Directions for this task: The entries are to be printed again word for word, but no picture may appear.

·····

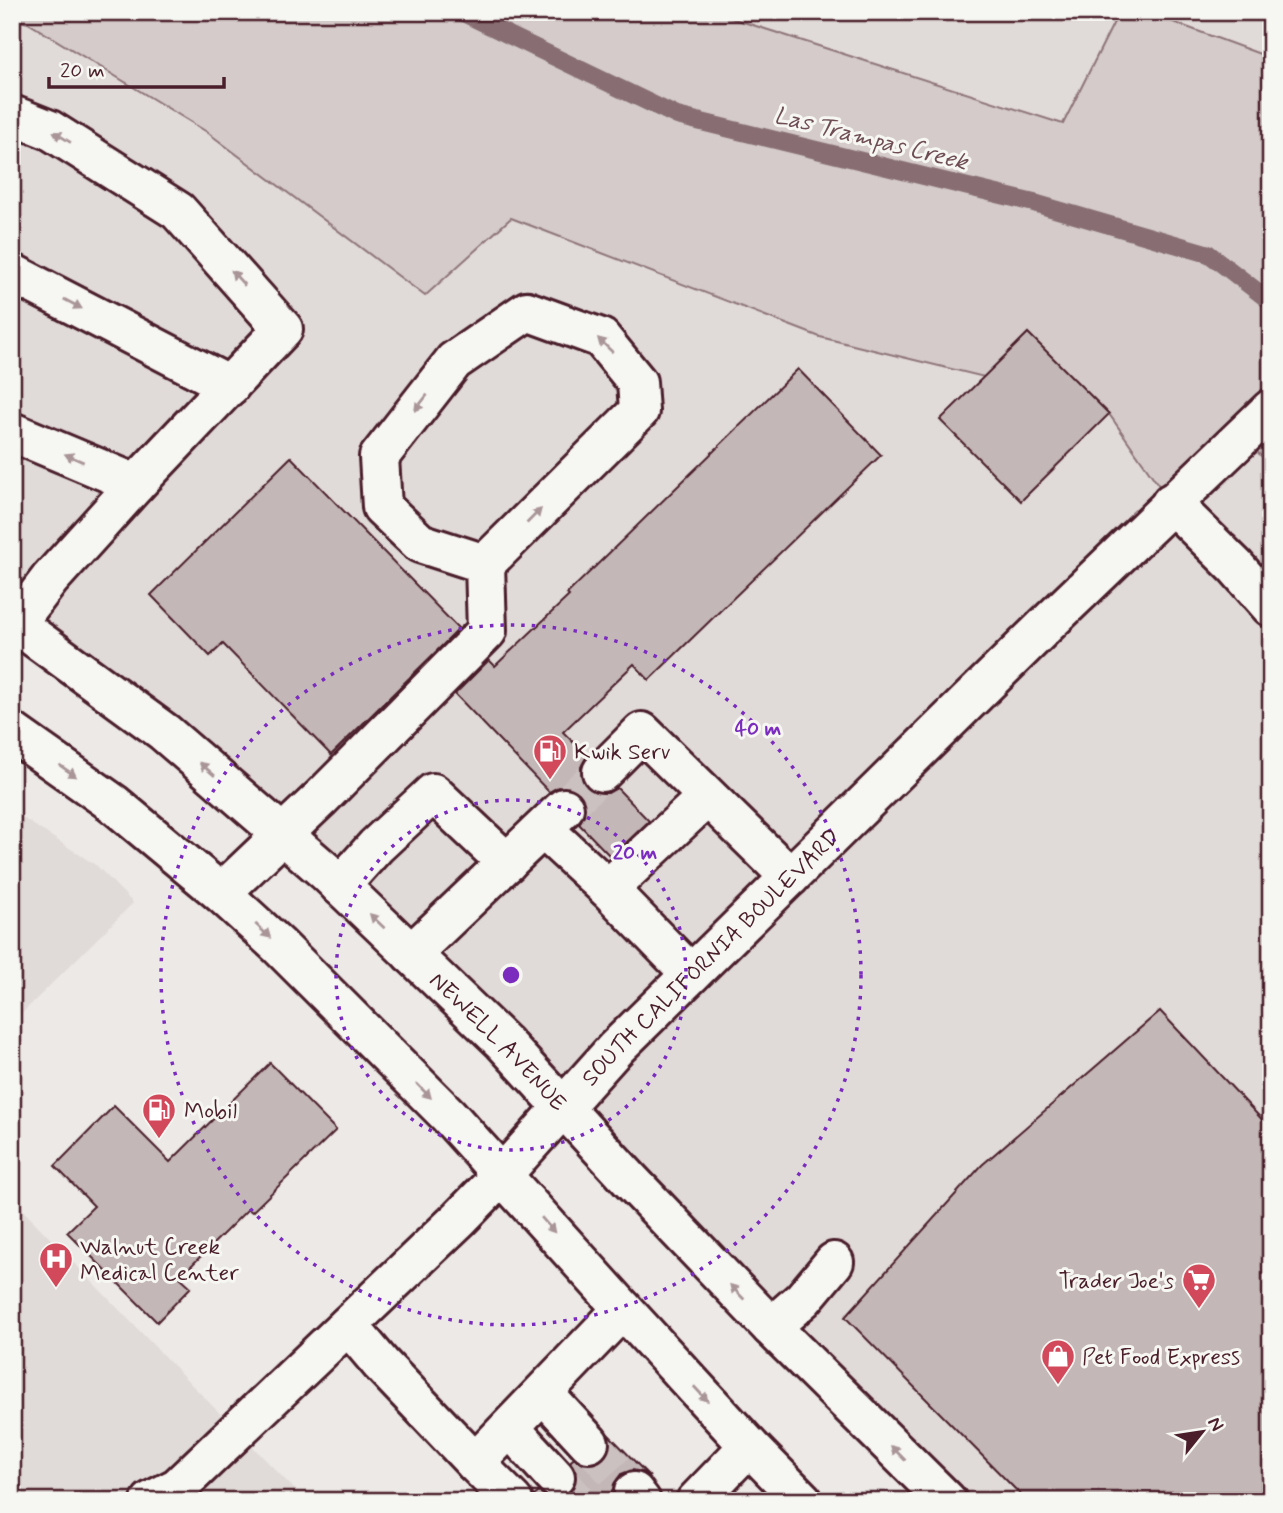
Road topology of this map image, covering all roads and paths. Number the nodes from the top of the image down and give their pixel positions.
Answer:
1 (12, 115) edge
2 (12, 273) edge
3 (230, 386) junction
4 (1271, 410) edge
5 (12, 432) edge
6 (136, 484) junction
7 (1171, 503) junction
8 (485, 564) junction
9 (1271, 607) edge
10 (14, 625) edge
11 (12, 732) edge
12 (602, 772) tunnel mouth
13 (707, 797) junction
14 (282, 835) junction
15 (507, 863) junction
16 (790, 877) junction
17 (341, 886) junction
18 (608, 889) junction
19 (221, 893) junction
20 (411, 954) junction
21 (691, 974) junction
22 (564, 1107) junction
23 (503, 1174) junction
24 (834, 1262) dead end
25 (623, 1309) junction
26 (348, 1325) junction
27 (771, 1327) junction
28 (543, 1393) junction
29 (510, 1428) junction
30 (589, 1443) tunnel mouth
31 (749, 1446) junction
32 (475, 1463) junction
33 (555, 1477) tunnel mouth
34 (150, 1501) edge
35 (513, 1501) edge
36 (696, 1501) edge
37 (803, 1501) edge
38 (947, 1501) edge

3 -> 1 street
2 -> 3 street
3 - 6 street
4 - 7 street, SOUTH CALIFORNIA BOULEVARD
6 -> 5 street
6 - 10 street
7 - 9 street
7 - 16 street, SOUTH CALIFORNIA BOULEVARD
8 -> 8 street
8 - 14 street
14 -> 10 street, NEWELL AVENUE
11 -> 19 street
12 - 13 street
13 - 16 street
13 - 18 street
14 - 17 street, NEWELL AVENUE
14 - 19 street
15 - 17 street
15 - 18 street
15 - 20 street
16 - 21 street, SOUTH CALIFORNIA BOULEVARD
20 -> 17 street, NEWELL AVENUE
18 - 21 street
19 -> 23 street
20 - 22 street, NEWELL AVENUE
21 - 22 street, SOUTH CALIFORNIA BOULEVARD
22 - 23 street, SOUTH CALIFORNIA BOULEVARD
27 -> 22 street, NEWELL AVENUE
23 -> 25 street
23 - 26 street, SOUTH CALIFORNIA BOULEVARD
24 - 27 street
25 - 28 street
25 -> 31 street
26 - 32 street
26 - 34 street, SOUTH CALIFORNIA BOULEVARD
38 -> 27 street, NEWELL AVENUE
28 - 29 street
28 - 30 street
29 - 32 street
29 - 33 street
31 - 36 street
31 - 37 street
32 - 35 street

·····

Written reply:
Road topology of this map image, covering all roads and paths. Number the nodes from the top of the image down and give their pixel positions.
Answer:
1 (12, 115) edge
2 (12, 273) edge
3 (230, 386) junction
4 (1271, 410) edge
5 (12, 432) edge
6 (136, 484) junction
7 (1171, 503) junction
8 (485, 564) junction
9 (1271, 607) edge
10 (14, 625) edge
11 (12, 732) edge
12 (602, 772) tunnel mouth
13 (707, 797) junction
14 (282, 835) junction
15 (507, 863) junction
16 (790, 877) junction
17 (341, 886) junction
18 (608, 889) junction
19 (221, 893) junction
20 (411, 954) junction
21 (691, 974) junction
22 (564, 1107) junction
23 (503, 1174) junction
24 (834, 1262) dead end
25 (623, 1309) junction
26 (348, 1325) junction
27 (771, 1327) junction
28 (543, 1393) junction
29 (510, 1428) junction
30 (589, 1443) tunnel mouth
31 (749, 1446) junction
32 (475, 1463) junction
33 (555, 1477) tunnel mouth
34 (150, 1501) edge
35 (513, 1501) edge
36 (696, 1501) edge
37 (803, 1501) edge
38 (947, 1501) edge

3 -> 1 street
2 -> 3 street
3 - 6 street
4 - 7 street, SOUTH CALIFORNIA BOULEVARD
6 -> 5 street
6 - 10 street
7 - 9 street
7 - 16 street, SOUTH CALIFORNIA BOULEVARD
8 -> 8 street
8 - 14 street
14 -> 10 street, NEWELL AVENUE
11 -> 19 street
12 - 13 street
13 - 16 street
13 - 18 street
14 - 17 street, NEWELL AVENUE
14 - 19 street
15 - 17 street
15 - 18 street
15 - 20 street
16 - 21 street, SOUTH CALIFORNIA BOULEVARD
20 -> 17 street, NEWELL AVENUE
18 - 21 street
19 -> 23 street
20 - 22 street, NEWELL AVENUE
21 - 22 street, SOUTH CALIFORNIA BOULEVARD
22 - 23 street, SOUTH CALIFORNIA BOULEVARD
27 -> 22 street, NEWELL AVENUE
23 -> 25 street
23 - 26 street, SOUTH CALIFORNIA BOULEVARD
24 - 27 street
25 - 28 street
25 -> 31 street
26 - 32 street
26 - 34 street, SOUTH CALIFORNIA BOULEVARD
38 -> 27 street, NEWELL AVENUE
28 - 29 street
28 - 30 street
29 - 32 street
29 - 33 street
31 - 36 street
31 - 37 street
32 - 35 street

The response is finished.